Excerpts from a dataset
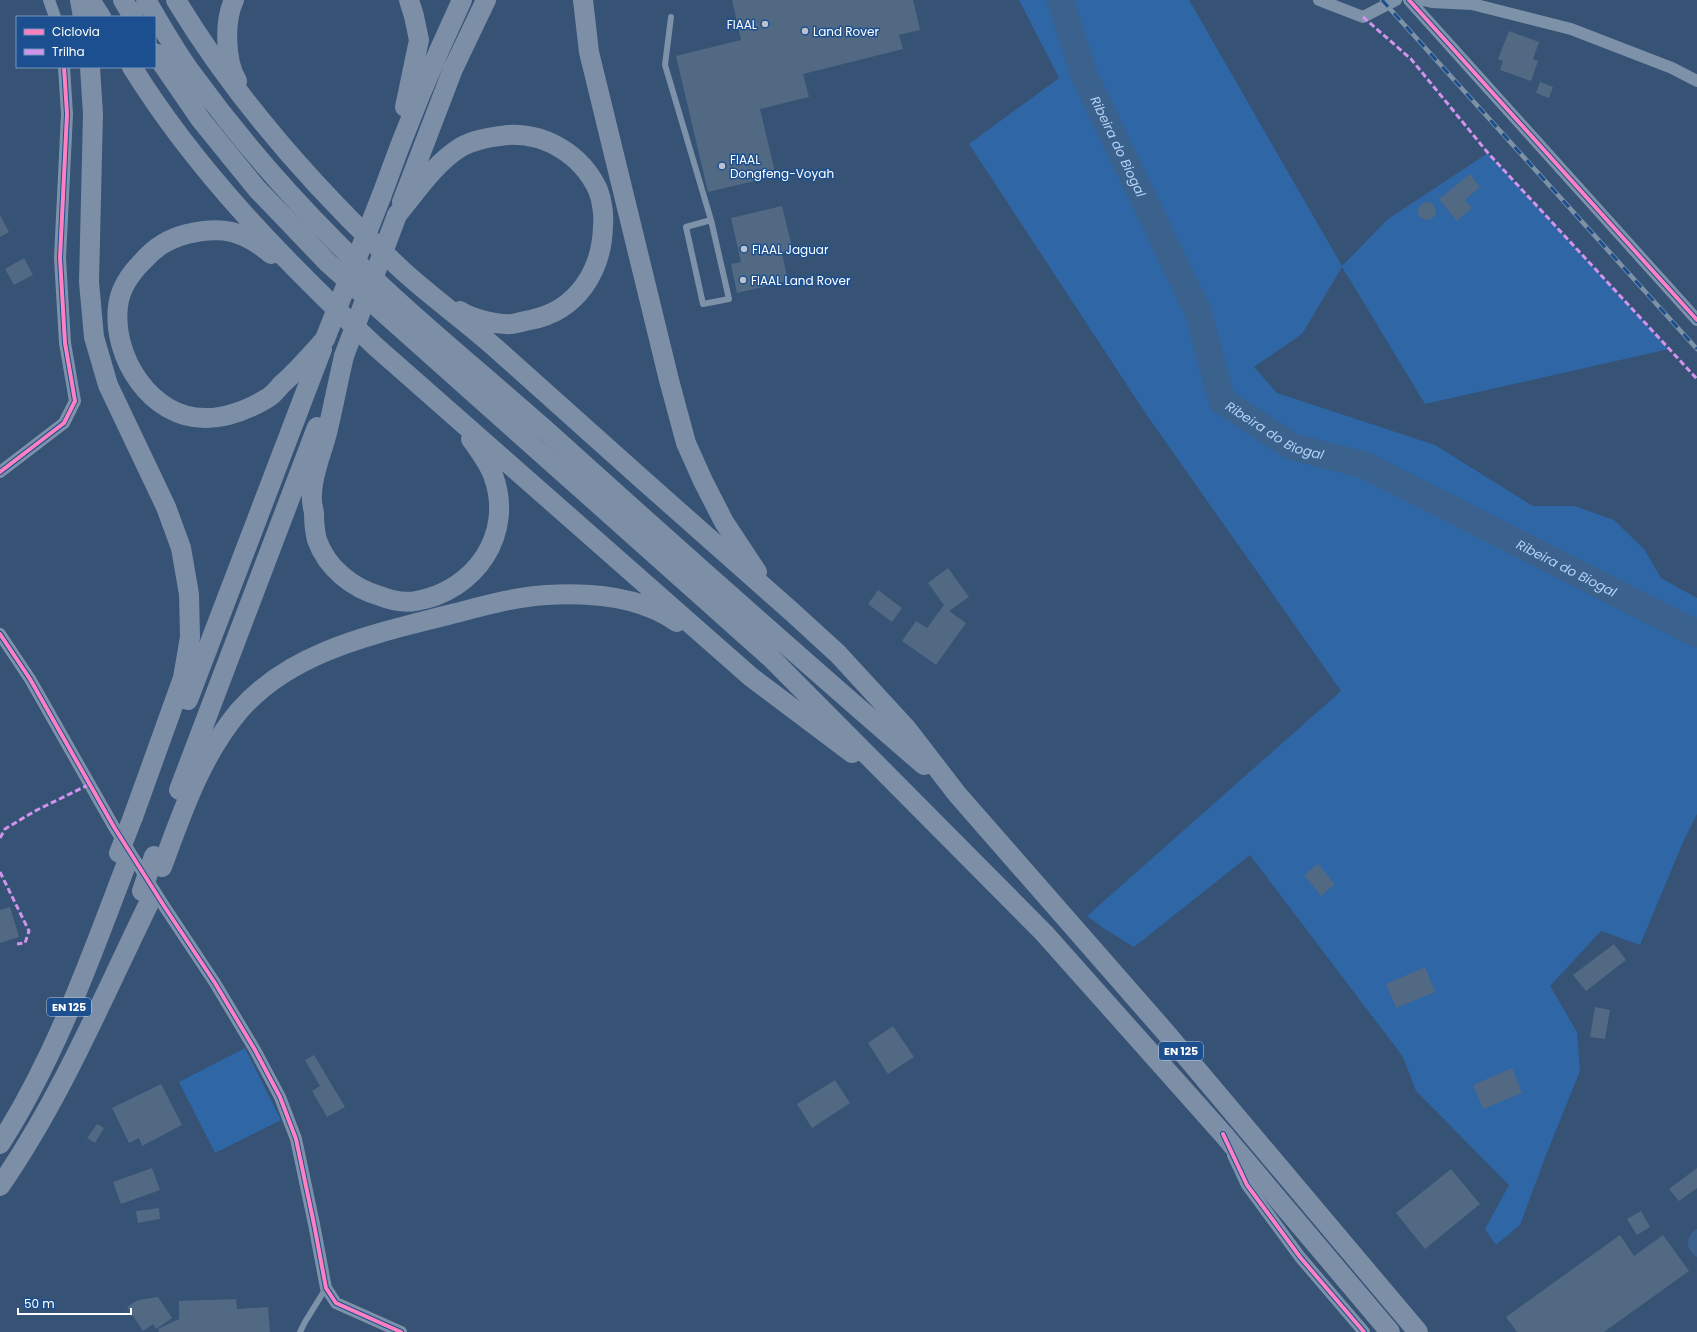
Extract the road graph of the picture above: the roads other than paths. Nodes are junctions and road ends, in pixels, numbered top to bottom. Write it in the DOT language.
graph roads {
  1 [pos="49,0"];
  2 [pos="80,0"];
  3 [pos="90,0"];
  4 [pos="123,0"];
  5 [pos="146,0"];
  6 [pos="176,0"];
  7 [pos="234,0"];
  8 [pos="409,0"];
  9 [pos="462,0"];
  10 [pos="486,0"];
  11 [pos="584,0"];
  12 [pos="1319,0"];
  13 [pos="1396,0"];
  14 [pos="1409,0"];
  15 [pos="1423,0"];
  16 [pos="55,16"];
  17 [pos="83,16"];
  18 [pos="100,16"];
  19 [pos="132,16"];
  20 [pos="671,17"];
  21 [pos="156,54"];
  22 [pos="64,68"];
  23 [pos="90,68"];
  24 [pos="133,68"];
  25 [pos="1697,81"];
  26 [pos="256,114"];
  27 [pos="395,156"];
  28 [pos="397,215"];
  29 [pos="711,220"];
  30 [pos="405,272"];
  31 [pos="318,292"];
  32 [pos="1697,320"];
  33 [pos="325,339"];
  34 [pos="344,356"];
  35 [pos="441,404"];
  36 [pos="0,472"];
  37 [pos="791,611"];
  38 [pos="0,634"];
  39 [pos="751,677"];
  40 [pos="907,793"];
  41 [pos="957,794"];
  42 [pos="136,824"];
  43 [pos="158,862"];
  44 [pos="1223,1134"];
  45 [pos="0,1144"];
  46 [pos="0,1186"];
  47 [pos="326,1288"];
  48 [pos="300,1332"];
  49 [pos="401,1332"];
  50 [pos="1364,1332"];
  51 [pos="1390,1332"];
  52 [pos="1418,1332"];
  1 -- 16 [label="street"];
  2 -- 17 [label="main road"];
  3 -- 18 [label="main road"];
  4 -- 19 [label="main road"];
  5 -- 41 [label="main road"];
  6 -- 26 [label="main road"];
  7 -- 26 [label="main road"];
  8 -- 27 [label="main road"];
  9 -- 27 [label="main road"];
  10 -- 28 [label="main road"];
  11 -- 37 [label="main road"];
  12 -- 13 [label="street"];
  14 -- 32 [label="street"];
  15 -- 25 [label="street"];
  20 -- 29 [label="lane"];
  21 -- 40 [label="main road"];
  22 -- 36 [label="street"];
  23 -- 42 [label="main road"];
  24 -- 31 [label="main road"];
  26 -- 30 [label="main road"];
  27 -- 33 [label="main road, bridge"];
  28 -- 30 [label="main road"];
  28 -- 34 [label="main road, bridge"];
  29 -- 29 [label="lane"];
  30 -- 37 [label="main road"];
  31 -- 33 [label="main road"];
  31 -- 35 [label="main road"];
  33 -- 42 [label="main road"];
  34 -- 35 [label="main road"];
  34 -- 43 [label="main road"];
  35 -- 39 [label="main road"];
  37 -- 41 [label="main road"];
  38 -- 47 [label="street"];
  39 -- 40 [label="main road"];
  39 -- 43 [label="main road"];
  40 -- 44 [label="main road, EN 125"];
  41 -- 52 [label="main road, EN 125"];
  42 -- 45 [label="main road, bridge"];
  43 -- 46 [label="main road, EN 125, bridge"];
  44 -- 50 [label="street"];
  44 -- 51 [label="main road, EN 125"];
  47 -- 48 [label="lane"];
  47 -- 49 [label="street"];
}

*AIM OF THE EXERCISE:* Transcribe the data exactly and leave no picture in the copy.

*ANSWER FOR THE TASK:*
Extract the road graph of the picture above: the roads other than paths. Nodes are junctions and road ends, in pixels, numbered top to bottom. Write it in the DOT language.
graph roads {
  1 [pos="49,0"];
  2 [pos="80,0"];
  3 [pos="90,0"];
  4 [pos="123,0"];
  5 [pos="146,0"];
  6 [pos="176,0"];
  7 [pos="234,0"];
  8 [pos="409,0"];
  9 [pos="462,0"];
  10 [pos="486,0"];
  11 [pos="584,0"];
  12 [pos="1319,0"];
  13 [pos="1396,0"];
  14 [pos="1409,0"];
  15 [pos="1423,0"];
  16 [pos="55,16"];
  17 [pos="83,16"];
  18 [pos="100,16"];
  19 [pos="132,16"];
  20 [pos="671,17"];
  21 [pos="156,54"];
  22 [pos="64,68"];
  23 [pos="90,68"];
  24 [pos="133,68"];
  25 [pos="1697,81"];
  26 [pos="256,114"];
  27 [pos="395,156"];
  28 [pos="397,215"];
  29 [pos="711,220"];
  30 [pos="405,272"];
  31 [pos="318,292"];
  32 [pos="1697,320"];
  33 [pos="325,339"];
  34 [pos="344,356"];
  35 [pos="441,404"];
  36 [pos="0,472"];
  37 [pos="791,611"];
  38 [pos="0,634"];
  39 [pos="751,677"];
  40 [pos="907,793"];
  41 [pos="957,794"];
  42 [pos="136,824"];
  43 [pos="158,862"];
  44 [pos="1223,1134"];
  45 [pos="0,1144"];
  46 [pos="0,1186"];
  47 [pos="326,1288"];
  48 [pos="300,1332"];
  49 [pos="401,1332"];
  50 [pos="1364,1332"];
  51 [pos="1390,1332"];
  52 [pos="1418,1332"];
  1 -- 16 [label="street"];
  2 -- 17 [label="main road"];
  3 -- 18 [label="main road"];
  4 -- 19 [label="main road"];
  5 -- 41 [label="main road"];
  6 -- 26 [label="main road"];
  7 -- 26 [label="main road"];
  8 -- 27 [label="main road"];
  9 -- 27 [label="main road"];
  10 -- 28 [label="main road"];
  11 -- 37 [label="main road"];
  12 -- 13 [label="street"];
  14 -- 32 [label="street"];
  15 -- 25 [label="street"];
  20 -- 29 [label="lane"];
  21 -- 40 [label="main road"];
  22 -- 36 [label="street"];
  23 -- 42 [label="main road"];
  24 -- 31 [label="main road"];
  26 -- 30 [label="main road"];
  27 -- 33 [label="main road, bridge"];
  28 -- 30 [label="main road"];
  28 -- 34 [label="main road, bridge"];
  29 -- 29 [label="lane"];
  30 -- 37 [label="main road"];
  31 -- 33 [label="main road"];
  31 -- 35 [label="main road"];
  33 -- 42 [label="main road"];
  34 -- 35 [label="main road"];
  34 -- 43 [label="main road"];
  35 -- 39 [label="main road"];
  37 -- 41 [label="main road"];
  38 -- 47 [label="street"];
  39 -- 40 [label="main road"];
  39 -- 43 [label="main road"];
  40 -- 44 [label="main road, EN 125"];
  41 -- 52 [label="main road, EN 125"];
  42 -- 45 [label="main road, bridge"];
  43 -- 46 [label="main road, EN 125, bridge"];
  44 -- 50 [label="street"];
  44 -- 51 [label="main road, EN 125"];
  47 -- 48 [label="lane"];
  47 -- 49 [label="street"];
}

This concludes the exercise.